Exercise data:
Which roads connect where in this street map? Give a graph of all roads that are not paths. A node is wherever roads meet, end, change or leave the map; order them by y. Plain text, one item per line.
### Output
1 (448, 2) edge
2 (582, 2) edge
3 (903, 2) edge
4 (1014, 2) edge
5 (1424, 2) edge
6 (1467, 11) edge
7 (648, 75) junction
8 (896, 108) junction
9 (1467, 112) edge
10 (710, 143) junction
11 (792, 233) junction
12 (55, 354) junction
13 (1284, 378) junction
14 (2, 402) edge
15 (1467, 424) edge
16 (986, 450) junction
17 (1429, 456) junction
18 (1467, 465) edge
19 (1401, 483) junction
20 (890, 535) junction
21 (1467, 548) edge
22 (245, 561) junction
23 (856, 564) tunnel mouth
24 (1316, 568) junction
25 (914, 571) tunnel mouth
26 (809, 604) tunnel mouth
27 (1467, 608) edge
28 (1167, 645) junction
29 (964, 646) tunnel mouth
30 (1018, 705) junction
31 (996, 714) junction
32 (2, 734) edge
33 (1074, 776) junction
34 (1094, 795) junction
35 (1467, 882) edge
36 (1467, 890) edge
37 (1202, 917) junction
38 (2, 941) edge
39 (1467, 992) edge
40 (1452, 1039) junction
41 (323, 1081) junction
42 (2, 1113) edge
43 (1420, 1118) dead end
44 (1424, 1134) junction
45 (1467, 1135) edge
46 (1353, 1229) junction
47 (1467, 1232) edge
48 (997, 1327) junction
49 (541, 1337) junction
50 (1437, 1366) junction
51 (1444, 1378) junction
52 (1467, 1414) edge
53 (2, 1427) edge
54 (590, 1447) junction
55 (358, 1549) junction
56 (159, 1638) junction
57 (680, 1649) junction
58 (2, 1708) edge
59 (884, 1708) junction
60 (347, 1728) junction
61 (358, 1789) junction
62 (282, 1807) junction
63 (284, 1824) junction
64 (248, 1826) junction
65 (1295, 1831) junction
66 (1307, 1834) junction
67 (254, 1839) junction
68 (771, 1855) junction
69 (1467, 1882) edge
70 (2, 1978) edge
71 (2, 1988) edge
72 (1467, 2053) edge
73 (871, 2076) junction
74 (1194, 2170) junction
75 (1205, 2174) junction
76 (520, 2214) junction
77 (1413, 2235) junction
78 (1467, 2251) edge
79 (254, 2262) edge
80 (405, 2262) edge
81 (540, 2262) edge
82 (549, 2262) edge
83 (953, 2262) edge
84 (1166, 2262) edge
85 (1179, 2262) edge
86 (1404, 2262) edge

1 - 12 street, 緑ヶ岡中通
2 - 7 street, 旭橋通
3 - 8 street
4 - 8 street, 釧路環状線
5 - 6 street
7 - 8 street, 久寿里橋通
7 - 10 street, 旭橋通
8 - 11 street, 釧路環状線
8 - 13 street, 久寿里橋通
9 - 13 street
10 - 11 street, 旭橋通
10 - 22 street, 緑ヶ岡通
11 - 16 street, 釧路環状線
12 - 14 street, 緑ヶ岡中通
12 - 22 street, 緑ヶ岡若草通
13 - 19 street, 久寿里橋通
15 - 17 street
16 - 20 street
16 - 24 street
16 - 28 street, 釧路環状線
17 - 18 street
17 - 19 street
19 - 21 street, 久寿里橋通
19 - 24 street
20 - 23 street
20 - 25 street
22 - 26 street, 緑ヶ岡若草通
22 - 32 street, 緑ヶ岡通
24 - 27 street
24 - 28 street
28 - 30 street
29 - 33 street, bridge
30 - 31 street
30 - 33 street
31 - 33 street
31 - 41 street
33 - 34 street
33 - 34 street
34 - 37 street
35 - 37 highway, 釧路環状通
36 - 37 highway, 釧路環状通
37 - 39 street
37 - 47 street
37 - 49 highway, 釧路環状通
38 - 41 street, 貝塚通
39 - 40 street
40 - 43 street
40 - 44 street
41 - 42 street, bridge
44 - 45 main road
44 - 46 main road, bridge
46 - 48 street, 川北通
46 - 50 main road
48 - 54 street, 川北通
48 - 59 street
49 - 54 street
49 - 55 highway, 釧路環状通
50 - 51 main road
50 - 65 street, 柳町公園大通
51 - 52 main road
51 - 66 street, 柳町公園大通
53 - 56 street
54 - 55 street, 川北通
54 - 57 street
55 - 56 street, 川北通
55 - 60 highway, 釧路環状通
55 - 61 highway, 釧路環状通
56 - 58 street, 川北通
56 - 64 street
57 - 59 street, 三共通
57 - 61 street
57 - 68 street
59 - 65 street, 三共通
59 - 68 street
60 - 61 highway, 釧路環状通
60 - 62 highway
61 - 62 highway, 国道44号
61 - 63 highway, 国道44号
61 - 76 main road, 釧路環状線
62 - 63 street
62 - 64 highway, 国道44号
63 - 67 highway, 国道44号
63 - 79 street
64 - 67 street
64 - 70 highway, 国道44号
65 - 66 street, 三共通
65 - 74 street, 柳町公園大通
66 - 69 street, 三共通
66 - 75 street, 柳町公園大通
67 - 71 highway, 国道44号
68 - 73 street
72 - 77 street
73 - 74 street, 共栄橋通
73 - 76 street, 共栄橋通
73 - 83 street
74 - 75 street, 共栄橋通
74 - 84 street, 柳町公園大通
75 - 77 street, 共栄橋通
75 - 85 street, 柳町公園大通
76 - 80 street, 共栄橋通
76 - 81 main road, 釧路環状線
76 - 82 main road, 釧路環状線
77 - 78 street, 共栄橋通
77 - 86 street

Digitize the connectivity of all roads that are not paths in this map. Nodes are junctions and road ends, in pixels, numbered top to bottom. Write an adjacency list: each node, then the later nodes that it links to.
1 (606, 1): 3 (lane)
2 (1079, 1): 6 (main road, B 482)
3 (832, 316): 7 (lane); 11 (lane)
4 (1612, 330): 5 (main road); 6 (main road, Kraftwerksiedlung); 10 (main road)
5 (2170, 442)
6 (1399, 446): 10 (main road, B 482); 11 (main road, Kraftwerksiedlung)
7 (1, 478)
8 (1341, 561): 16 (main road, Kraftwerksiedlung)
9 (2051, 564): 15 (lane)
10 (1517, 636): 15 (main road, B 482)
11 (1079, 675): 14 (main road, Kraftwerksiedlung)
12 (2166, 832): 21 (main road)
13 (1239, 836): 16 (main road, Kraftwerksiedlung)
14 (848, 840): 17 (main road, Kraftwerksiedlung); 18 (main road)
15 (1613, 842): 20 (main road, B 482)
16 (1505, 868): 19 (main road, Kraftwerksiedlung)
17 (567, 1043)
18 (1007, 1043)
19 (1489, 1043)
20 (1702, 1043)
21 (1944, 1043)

What you have to do: Go through the records above and return each line in which the word "釧路環状通" occurs.

Solution:
35 - 37 highway, 釧路環状通
36 - 37 highway, 釧路環状通
37 - 49 highway, 釧路環状通
49 - 55 highway, 釧路環状通
55 - 60 highway, 釧路環状通
55 - 61 highway, 釧路環状通
60 - 61 highway, 釧路環状通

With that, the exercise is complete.